The following aspects are limiting: It was not possible to use data sets for analysis for all incoming calls. This is due, on the one hand, to callers who did not want to give their consent to data collection and processing, and on the other hand, to callers whose condition was assessed by the counsellors as so critical that questions on data collection could not be asked to protect the caller. Because it was not the callers themselves but the counsellors who recorded the answers of the callers, a distortion of the results (interviewer bias) cannot be ruled out. In addition, most callers (76.9%) come from southern Germany. This is mainly because the non-profit organisation PSU-Akut e.V., which offers the PSU-HELPLINE, is located in southern Germany (Munich). Measures to publicise and advertise mainly take place regionally. Regarding the reasons given for medical staff to call the PSU-HELPLINE, it should be noted that the PSU-HELPLINE was set up at the beginning of the pandemic (March 2022), which could mean that pandemic-related reasons for calling are more important than what would be the case on average over the period of use.
5. Conclusions
The present study contributes to getting an orienting overview of which people of the target group accept an offer of psychosocial support by telephone, which burdens the callers have and how the psychosocial support on the telephone seems to work. The results show that the needs of the target group are likely to increase in the coming years because of demographic developments and a shortage of skilled workers. Especially for employers who cannot implement an internal peer support system within the framework of staff welfare, the PSU-HELPLINE is a valuable offer. In addition to medical staff from medium to large institutions, it is also doctors and assistant professions from the smallest units, such as doctors’ practices, who can receive support through the PSU-HELPLINE, as they are unable to establish their own peer support system due to the size of the institution.

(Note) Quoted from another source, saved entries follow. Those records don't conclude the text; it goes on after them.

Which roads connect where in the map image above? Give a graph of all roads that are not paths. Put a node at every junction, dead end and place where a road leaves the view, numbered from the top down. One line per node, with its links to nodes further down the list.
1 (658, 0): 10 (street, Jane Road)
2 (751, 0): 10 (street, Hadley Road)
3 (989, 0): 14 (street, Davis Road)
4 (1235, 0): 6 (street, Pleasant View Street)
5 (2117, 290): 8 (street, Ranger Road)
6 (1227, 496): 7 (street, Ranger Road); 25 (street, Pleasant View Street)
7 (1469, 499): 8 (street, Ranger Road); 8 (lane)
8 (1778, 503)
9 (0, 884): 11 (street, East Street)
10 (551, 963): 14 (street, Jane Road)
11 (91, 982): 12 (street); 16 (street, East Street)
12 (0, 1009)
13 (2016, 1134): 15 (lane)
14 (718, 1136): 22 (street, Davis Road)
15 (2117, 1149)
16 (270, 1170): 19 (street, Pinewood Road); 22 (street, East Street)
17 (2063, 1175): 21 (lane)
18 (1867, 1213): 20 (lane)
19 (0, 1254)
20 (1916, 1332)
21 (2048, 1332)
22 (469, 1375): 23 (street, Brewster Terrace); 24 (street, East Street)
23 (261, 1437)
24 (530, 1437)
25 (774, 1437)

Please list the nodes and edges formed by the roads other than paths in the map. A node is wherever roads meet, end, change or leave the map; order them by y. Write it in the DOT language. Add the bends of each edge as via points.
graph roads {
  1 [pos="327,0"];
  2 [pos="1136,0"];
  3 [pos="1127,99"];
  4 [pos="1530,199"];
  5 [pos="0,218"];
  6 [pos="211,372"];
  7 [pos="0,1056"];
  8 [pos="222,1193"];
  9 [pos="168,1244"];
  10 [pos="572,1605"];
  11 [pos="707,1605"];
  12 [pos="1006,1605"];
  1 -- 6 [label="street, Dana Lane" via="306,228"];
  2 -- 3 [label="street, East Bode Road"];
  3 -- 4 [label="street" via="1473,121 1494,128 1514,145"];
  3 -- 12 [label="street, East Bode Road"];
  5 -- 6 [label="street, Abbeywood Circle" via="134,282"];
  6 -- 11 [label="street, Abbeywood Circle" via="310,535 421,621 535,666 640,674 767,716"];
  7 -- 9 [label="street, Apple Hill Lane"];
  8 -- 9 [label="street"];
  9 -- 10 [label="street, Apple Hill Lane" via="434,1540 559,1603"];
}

The future focus should be on making the offer better known and expanding it to be able to make this support measure accessible to as many affected healthcare workers as possible. In addition, the structures for peer support could be implemented in all healthcare facilities to be able to offer low-threshold and rapid psychosocial support internally and locally. These are not only measures in the sense of staff welfare and staff retention. Healthy medical staff are a central element for quality of care and patient safety: “Healthcare organisations should invest more time and effort in implementing evidence-based strategies to mitigate physician burnout across specialties, and particularly in emergency medicine and for physicians in training or residency” [
12].
For complementary research approaches, possible specifics in the stresses due to the occupational groups could be identified in a next step. The focus of interest could be the outcome of those seeking help as well as valid evidence of effectiveness. In addition, it would be interesting to make compared analyses between gender and among follow-up callers as well as comparisons between control and intervention groups, and to conduct successive data collections over medium- and long-term periods to assess the stress suffered and its consequences on psychosocial health.
This study is part of a broader offering (e.g., also on-site support in hospitals) for medical staff to help them cope with the stresses of everyday work.
The authors are aware that this will not reduce occupational stress. Some stresses, such as serious events, are to be regarded as inherent to the profession. Nevertheless, the described support service PSU-HELPLINE can help to better cope with these stresses and to be able to provide fast and low-threshold help for one’s own colleagues when needed. In the sense of staff welfare and staff retention, further research projects could link up and examine the preservation of the ability to work and retention in the profession in long-term studies.